How does Argo Rollouts enable traffic management?¶

Argo Rollouts enables traffic management by manipulating the Service Mesh resources to match the intent of the Rollout. Argo Rollouts currently supports the following traffic providers:

AWS ALB Ingress Controller
Ambassador Edge Stack
Apache APISIX
Google Cloud
Gateway API
Istio
Kong Ingress
Nginx Ingress Controller
Service Mesh Interface (SMI)
Traefik Proxy
Multiple Providers
File a ticket here if you would like another implementation (or thumbs up it if that issue already exists)

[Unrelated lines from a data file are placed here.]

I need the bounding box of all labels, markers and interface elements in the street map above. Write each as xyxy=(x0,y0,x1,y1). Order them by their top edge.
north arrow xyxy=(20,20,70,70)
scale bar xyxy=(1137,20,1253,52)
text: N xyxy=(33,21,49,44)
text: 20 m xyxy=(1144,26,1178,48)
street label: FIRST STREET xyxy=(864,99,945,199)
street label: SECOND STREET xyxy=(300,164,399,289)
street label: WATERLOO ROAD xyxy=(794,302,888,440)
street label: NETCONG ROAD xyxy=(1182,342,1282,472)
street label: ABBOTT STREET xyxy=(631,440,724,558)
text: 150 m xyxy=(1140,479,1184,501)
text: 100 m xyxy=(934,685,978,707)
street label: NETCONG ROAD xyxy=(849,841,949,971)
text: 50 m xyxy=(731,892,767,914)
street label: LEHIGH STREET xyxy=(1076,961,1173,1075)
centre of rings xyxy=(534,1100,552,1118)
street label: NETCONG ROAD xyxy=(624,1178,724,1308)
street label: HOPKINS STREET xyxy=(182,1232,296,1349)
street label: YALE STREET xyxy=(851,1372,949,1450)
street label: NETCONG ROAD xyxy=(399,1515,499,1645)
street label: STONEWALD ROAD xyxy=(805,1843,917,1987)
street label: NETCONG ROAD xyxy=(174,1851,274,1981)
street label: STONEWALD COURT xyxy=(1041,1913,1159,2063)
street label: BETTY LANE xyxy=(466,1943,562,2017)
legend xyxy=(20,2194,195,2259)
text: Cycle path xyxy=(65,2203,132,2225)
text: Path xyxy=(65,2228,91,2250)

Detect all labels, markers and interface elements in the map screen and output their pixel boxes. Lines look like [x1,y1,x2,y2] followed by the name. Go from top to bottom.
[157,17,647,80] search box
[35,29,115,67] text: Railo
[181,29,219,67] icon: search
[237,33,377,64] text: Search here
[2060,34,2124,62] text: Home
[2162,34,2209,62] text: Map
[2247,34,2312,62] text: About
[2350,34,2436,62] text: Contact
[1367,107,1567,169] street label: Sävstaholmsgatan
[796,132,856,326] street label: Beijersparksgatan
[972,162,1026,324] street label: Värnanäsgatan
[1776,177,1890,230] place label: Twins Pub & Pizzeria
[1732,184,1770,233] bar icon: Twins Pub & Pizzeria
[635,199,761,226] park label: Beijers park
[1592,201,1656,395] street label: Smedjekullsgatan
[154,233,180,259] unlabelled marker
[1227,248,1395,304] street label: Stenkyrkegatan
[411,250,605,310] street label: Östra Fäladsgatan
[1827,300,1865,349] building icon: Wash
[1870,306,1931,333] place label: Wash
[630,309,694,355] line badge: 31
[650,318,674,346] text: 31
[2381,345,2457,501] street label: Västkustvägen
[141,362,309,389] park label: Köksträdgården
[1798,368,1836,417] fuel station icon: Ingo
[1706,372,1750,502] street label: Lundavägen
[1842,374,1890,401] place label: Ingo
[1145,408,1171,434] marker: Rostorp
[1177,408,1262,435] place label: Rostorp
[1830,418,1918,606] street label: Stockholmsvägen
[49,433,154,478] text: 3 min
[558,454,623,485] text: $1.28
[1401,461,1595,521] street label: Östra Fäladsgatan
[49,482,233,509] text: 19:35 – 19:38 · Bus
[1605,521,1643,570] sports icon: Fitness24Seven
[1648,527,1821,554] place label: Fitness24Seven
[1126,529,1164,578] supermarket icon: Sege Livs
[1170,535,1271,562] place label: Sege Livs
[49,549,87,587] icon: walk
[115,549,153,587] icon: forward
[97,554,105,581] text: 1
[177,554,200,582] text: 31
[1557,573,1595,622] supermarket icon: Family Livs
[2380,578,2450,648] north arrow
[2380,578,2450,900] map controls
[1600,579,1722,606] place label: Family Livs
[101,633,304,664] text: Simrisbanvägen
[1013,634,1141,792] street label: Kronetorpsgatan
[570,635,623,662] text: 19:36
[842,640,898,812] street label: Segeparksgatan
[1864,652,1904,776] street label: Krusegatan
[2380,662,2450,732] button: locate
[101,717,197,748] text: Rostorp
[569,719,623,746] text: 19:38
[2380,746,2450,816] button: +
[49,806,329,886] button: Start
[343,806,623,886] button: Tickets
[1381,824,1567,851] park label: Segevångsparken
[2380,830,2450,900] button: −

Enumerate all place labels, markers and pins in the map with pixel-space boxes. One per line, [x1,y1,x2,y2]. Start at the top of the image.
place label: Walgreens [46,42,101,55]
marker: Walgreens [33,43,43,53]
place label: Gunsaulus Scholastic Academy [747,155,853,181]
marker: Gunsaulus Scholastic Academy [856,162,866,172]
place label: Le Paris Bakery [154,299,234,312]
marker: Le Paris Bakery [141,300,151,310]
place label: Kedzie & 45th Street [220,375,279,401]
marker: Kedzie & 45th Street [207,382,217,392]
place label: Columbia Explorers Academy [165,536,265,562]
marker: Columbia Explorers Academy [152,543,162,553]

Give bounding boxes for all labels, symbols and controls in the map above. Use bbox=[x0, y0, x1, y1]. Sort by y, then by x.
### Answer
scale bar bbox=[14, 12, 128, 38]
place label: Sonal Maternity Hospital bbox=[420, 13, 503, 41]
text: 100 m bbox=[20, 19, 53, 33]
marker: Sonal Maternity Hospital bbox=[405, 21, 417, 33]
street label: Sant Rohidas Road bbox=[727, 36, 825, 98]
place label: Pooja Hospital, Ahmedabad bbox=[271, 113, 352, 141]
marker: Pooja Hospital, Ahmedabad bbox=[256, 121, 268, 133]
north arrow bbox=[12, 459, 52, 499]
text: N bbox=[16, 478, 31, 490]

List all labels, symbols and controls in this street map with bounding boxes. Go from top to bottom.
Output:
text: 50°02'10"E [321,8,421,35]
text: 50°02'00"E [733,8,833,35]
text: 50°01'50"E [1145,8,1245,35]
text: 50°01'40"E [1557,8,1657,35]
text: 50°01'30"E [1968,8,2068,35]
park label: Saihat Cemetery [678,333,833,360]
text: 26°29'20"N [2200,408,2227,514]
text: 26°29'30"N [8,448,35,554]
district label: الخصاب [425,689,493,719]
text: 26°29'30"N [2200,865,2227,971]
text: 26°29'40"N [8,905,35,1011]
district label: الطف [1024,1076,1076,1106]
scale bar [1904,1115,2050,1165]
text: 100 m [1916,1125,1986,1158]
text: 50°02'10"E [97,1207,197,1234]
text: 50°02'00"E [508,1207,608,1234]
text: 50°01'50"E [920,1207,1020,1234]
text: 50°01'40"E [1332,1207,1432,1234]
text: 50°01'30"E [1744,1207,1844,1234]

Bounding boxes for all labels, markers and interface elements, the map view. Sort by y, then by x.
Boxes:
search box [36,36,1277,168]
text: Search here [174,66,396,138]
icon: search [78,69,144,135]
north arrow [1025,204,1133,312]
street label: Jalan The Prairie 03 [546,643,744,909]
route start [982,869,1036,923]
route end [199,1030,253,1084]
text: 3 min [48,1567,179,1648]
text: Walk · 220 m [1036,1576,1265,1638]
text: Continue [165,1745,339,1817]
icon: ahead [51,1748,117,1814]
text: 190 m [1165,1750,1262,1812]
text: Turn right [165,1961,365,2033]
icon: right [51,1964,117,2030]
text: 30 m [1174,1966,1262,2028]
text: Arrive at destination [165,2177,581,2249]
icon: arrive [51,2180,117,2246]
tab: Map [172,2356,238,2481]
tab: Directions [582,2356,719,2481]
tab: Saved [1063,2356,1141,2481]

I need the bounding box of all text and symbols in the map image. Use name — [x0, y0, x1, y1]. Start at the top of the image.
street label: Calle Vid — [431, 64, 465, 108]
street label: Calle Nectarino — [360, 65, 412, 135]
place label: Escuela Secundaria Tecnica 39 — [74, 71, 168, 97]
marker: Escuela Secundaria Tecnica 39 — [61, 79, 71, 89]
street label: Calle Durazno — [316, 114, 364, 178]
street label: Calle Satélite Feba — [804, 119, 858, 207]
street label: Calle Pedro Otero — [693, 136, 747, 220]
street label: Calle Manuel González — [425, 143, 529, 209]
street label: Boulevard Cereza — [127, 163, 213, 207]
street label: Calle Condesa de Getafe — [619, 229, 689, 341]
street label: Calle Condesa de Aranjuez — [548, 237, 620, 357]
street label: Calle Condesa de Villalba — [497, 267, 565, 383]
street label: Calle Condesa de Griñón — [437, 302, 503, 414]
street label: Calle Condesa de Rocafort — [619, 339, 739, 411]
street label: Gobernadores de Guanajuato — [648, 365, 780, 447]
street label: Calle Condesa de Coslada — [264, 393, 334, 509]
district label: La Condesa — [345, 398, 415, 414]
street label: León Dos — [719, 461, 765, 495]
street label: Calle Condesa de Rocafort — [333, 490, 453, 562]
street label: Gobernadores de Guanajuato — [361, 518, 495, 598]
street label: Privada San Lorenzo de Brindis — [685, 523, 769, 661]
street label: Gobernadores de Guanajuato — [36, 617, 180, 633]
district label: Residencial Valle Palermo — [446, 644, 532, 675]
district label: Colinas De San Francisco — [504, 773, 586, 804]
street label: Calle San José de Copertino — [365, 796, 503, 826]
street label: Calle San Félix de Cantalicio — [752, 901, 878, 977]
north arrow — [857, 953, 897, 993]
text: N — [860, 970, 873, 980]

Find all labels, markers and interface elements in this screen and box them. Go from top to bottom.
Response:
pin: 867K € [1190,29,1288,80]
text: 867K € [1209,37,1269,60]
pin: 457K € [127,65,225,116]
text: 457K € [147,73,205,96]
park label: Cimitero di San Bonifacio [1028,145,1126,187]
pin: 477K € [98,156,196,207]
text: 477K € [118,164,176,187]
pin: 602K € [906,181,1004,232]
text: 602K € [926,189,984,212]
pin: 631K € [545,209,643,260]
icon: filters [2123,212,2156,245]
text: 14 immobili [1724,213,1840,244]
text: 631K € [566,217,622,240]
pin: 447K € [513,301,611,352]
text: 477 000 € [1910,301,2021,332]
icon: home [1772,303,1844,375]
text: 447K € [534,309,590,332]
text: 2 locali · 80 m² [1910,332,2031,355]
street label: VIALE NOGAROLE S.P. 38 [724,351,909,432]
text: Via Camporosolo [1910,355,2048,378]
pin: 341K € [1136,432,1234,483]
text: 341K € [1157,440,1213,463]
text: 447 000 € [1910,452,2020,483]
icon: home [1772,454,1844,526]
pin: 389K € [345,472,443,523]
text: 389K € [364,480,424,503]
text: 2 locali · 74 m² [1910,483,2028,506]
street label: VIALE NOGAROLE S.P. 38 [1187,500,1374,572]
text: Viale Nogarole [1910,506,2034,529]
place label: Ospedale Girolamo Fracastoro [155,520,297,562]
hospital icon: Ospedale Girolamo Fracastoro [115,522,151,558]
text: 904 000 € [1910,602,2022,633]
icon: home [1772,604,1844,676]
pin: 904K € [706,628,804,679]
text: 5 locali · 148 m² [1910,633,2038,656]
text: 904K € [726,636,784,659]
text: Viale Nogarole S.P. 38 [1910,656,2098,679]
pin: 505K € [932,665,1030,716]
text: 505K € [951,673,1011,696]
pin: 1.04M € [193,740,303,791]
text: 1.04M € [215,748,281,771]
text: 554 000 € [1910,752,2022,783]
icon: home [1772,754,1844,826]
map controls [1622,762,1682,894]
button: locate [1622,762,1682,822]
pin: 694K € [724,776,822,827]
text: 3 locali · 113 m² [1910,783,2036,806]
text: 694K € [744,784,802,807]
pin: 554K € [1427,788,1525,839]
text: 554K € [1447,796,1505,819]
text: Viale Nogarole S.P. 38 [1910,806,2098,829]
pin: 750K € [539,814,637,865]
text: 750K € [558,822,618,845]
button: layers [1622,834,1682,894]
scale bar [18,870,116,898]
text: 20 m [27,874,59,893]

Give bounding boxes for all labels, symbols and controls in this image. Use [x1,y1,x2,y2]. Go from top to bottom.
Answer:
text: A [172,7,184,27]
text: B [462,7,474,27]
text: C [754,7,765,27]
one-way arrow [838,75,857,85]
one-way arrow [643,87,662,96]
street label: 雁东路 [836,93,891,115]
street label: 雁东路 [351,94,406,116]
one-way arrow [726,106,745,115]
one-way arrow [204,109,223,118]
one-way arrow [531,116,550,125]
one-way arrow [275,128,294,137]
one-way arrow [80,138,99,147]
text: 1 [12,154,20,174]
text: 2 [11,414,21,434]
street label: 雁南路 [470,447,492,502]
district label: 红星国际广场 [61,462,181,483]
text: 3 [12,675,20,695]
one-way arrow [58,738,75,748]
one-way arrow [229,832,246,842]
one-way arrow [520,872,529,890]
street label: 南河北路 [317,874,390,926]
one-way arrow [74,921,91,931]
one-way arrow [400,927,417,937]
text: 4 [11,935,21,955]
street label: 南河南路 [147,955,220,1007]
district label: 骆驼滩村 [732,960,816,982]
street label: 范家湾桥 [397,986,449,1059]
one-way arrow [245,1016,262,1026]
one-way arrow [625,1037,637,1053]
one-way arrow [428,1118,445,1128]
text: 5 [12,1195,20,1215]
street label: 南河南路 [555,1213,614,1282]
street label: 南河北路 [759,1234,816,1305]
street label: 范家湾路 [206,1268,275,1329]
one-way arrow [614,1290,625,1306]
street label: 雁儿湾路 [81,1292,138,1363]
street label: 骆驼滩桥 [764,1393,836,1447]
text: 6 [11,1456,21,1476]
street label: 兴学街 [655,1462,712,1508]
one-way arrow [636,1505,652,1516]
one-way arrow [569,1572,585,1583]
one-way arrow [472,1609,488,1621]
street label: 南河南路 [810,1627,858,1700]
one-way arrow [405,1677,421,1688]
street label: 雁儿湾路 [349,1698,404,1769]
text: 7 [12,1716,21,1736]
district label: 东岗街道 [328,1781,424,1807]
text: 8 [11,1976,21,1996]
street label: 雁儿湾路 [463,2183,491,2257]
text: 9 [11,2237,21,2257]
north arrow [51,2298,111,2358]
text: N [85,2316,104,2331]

Regardless of the Service Mesh used, the Rollout object has to set a canary Service and a stable Service in its spec. Here is an example with those fields set:

apiVersion: argoproj.io/v1alpha1
kind: Rollout
spec:
  ...
  strategy:
    canary:
      canaryService: canary-service
      stableService: stable-service
      trafficRouting:
       ...

The controller modifies these Services to route traffic to the appropriate canary and stable ReplicaSets as the Rollout progresses. These Services are used by the Service Mesh to define what group of pods should receive the canary and stable traffic.

Additionally, the Argo Rollouts controller needs to treat the Rollout object differently when using traffic management. In particular, the Stable ReplicaSet owned by the Rollout remains fully scaled up as the Rollout progresses through the Canary steps.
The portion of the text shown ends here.